### EXERCISE BRIEF:
Nothing but an exact copy of the data should be given.

(Collected data)
****************************************

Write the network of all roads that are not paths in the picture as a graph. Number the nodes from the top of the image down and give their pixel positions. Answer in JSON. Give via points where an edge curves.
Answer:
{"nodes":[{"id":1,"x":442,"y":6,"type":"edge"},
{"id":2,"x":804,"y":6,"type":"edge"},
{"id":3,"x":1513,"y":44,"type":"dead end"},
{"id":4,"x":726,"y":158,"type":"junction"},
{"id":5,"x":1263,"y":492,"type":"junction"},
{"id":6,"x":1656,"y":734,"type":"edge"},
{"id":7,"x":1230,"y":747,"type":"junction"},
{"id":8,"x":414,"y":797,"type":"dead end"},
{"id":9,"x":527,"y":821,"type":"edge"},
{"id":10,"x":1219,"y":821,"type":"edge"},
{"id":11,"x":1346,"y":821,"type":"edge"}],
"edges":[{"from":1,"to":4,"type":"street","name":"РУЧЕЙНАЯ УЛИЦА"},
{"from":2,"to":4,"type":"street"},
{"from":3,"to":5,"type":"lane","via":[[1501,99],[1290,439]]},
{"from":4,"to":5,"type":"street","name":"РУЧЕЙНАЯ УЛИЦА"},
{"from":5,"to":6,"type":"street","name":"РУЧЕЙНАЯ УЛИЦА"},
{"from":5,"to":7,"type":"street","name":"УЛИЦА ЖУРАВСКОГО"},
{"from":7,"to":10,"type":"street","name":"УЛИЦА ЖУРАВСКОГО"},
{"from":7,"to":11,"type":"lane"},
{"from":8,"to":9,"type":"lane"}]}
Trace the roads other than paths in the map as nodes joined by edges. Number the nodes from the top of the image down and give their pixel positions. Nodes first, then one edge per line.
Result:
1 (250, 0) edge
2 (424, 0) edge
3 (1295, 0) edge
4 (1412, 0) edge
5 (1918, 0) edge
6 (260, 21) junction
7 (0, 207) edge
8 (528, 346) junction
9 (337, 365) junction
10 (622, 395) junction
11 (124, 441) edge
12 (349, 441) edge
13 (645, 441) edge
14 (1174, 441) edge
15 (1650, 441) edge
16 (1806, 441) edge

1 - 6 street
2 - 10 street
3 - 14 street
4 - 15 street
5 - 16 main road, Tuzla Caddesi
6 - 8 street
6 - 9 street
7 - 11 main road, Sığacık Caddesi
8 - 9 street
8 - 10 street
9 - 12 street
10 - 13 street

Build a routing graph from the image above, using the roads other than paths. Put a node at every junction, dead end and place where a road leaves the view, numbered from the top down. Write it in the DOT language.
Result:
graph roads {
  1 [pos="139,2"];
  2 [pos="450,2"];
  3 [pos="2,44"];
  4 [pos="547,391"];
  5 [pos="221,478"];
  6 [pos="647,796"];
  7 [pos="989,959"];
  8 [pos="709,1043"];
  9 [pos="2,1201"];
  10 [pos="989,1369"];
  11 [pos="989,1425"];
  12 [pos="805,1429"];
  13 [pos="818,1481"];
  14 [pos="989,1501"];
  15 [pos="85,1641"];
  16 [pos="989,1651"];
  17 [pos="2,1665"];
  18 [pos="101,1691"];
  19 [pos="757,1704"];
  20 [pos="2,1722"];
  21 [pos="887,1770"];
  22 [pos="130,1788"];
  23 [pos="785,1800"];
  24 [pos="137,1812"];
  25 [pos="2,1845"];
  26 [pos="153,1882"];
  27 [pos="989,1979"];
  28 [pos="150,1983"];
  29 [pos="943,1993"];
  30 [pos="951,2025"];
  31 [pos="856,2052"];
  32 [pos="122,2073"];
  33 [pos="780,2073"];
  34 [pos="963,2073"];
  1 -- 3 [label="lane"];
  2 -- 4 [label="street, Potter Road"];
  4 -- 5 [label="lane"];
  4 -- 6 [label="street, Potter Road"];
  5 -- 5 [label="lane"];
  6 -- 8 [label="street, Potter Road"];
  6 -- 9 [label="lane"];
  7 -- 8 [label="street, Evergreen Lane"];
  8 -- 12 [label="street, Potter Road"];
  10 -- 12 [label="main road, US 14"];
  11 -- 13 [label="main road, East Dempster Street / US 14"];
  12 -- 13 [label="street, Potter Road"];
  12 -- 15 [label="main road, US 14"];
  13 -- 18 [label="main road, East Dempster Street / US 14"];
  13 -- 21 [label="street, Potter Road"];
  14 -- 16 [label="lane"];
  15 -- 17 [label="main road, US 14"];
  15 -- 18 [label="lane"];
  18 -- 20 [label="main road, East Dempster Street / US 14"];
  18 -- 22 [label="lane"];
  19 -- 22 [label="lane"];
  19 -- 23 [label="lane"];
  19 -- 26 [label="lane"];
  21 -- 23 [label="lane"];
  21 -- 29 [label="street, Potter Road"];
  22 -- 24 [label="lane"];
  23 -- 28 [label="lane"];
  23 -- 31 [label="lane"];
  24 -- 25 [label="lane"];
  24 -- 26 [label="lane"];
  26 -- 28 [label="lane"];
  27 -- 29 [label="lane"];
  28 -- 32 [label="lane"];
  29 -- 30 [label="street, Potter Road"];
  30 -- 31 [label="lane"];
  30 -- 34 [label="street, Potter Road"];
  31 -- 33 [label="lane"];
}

****************************************

### OUTPUT OF THE EXERCISE:
Write the network of all roads that are not paths in the picture as a graph. Number the nodes from the top of the image down and give their pixel positions. Answer in JSON. Give via points where an edge curves.
Answer:
{"nodes":[{"id":1,"x":442,"y":6,"type":"edge"},
{"id":2,"x":804,"y":6,"type":"edge"},
{"id":3,"x":1513,"y":44,"type":"dead end"},
{"id":4,"x":726,"y":158,"type":"junction"},
{"id":5,"x":1263,"y":492,"type":"junction"},
{"id":6,"x":1656,"y":734,"type":"edge"},
{"id":7,"x":1230,"y":747,"type":"junction"},
{"id":8,"x":414,"y":797,"type":"dead end"},
{"id":9,"x":527,"y":821,"type":"edge"},
{"id":10,"x":1219,"y":821,"type":"edge"},
{"id":11,"x":1346,"y":821,"type":"edge"}],
"edges":[{"from":1,"to":4,"type":"street","name":"РУЧЕЙНАЯ УЛИЦА"},
{"from":2,"to":4,"type":"street"},
{"from":3,"to":5,"type":"lane","via":[[1501,99],[1290,439]]},
{"from":4,"to":5,"type":"street","name":"РУЧЕЙНАЯ УЛИЦА"},
{"from":5,"to":6,"type":"street","name":"РУЧЕЙНАЯ УЛИЦА"},
{"from":5,"to":7,"type":"street","name":"УЛИЦА ЖУРАВСКОГО"},
{"from":7,"to":10,"type":"street","name":"УЛИЦА ЖУРАВСКОГО"},
{"from":7,"to":11,"type":"lane"},
{"from":8,"to":9,"type":"lane"}]}
Trace the roads other than paths in the map as nodes joined by edges. Number the nodes from the top of the image down and give their pixel positions. Nodes first, then one edge per line.
Result:
1 (250, 0) edge
2 (424, 0) edge
3 (1295, 0) edge
4 (1412, 0) edge
5 (1918, 0) edge
6 (260, 21) junction
7 (0, 207) edge
8 (528, 346) junction
9 (337, 365) junction
10 (622, 395) junction
11 (124, 441) edge
12 (349, 441) edge
13 (645, 441) edge
14 (1174, 441) edge
15 (1650, 441) edge
16 (1806, 441) edge

1 - 6 street
2 - 10 street
3 - 14 street
4 - 15 street
5 - 16 main road, Tuzla Caddesi
6 - 8 street
6 - 9 street
7 - 11 main road, Sığacık Caddesi
8 - 9 street
8 - 10 street
9 - 12 street
10 - 13 street

Build a routing graph from the image above, using the roads other than paths. Put a node at every junction, dead end and place where a road leaves the view, numbered from the top down. Write it in the DOT language.
Result:
graph roads {
  1 [pos="139,2"];
  2 [pos="450,2"];
  3 [pos="2,44"];
  4 [pos="547,391"];
  5 [pos="221,478"];
  6 [pos="647,796"];
  7 [pos="989,959"];
  8 [pos="709,1043"];
  9 [pos="2,1201"];
  10 [pos="989,1369"];
  11 [pos="989,1425"];
  12 [pos="805,1429"];
  13 [pos="818,1481"];
  14 [pos="989,1501"];
  15 [pos="85,1641"];
  16 [pos="989,1651"];
  17 [pos="2,1665"];
  18 [pos="101,1691"];
  19 [pos="757,1704"];
  20 [pos="2,1722"];
  21 [pos="887,1770"];
  22 [pos="130,1788"];
  23 [pos="785,1800"];
  24 [pos="137,1812"];
  25 [pos="2,1845"];
  26 [pos="153,1882"];
  27 [pos="989,1979"];
  28 [pos="150,1983"];
  29 [pos="943,1993"];
  30 [pos="951,2025"];
  31 [pos="856,2052"];
  32 [pos="122,2073"];
  33 [pos="780,2073"];
  34 [pos="963,2073"];
  1 -- 3 [label="lane"];
  2 -- 4 [label="street, Potter Road"];
  4 -- 5 [label="lane"];
  4 -- 6 [label="street, Potter Road"];
  5 -- 5 [label="lane"];
  6 -- 8 [label="street, Potter Road"];
  6 -- 9 [label="lane"];
  7 -- 8 [label="street, Evergreen Lane"];
  8 -- 12 [label="street, Potter Road"];
  10 -- 12 [label="main road, US 14"];
  11 -- 13 [label="main road, East Dempster Street / US 14"];
  12 -- 13 [label="street, Potter Road"];
  12 -- 15 [label="main road, US 14"];
  13 -- 18 [label="main road, East Dempster Street / US 14"];
  13 -- 21 [label="street, Potter Road"];
  14 -- 16 [label="lane"];
  15 -- 17 [label="main road, US 14"];
  15 -- 18 [label="lane"];
  18 -- 20 [label="main road, East Dempster Street / US 14"];
  18 -- 22 [label="lane"];
  19 -- 22 [label="lane"];
  19 -- 23 [label="lane"];
  19 -- 26 [label="lane"];
  21 -- 23 [label="lane"];
  21 -- 29 [label="street, Potter Road"];
  22 -- 24 [label="lane"];
  23 -- 28 [label="lane"];
  23 -- 31 [label="lane"];
  24 -- 25 [label="lane"];
  24 -- 26 [label="lane"];
  26 -- 28 [label="lane"];
  27 -- 29 [label="lane"];
  28 -- 32 [label="lane"];
  29 -- 30 [label="street, Potter Road"];
  30 -- 31 [label="lane"];
  30 -- 34 [label="street, Potter Road"];
  31 -- 33 [label="lane"];
}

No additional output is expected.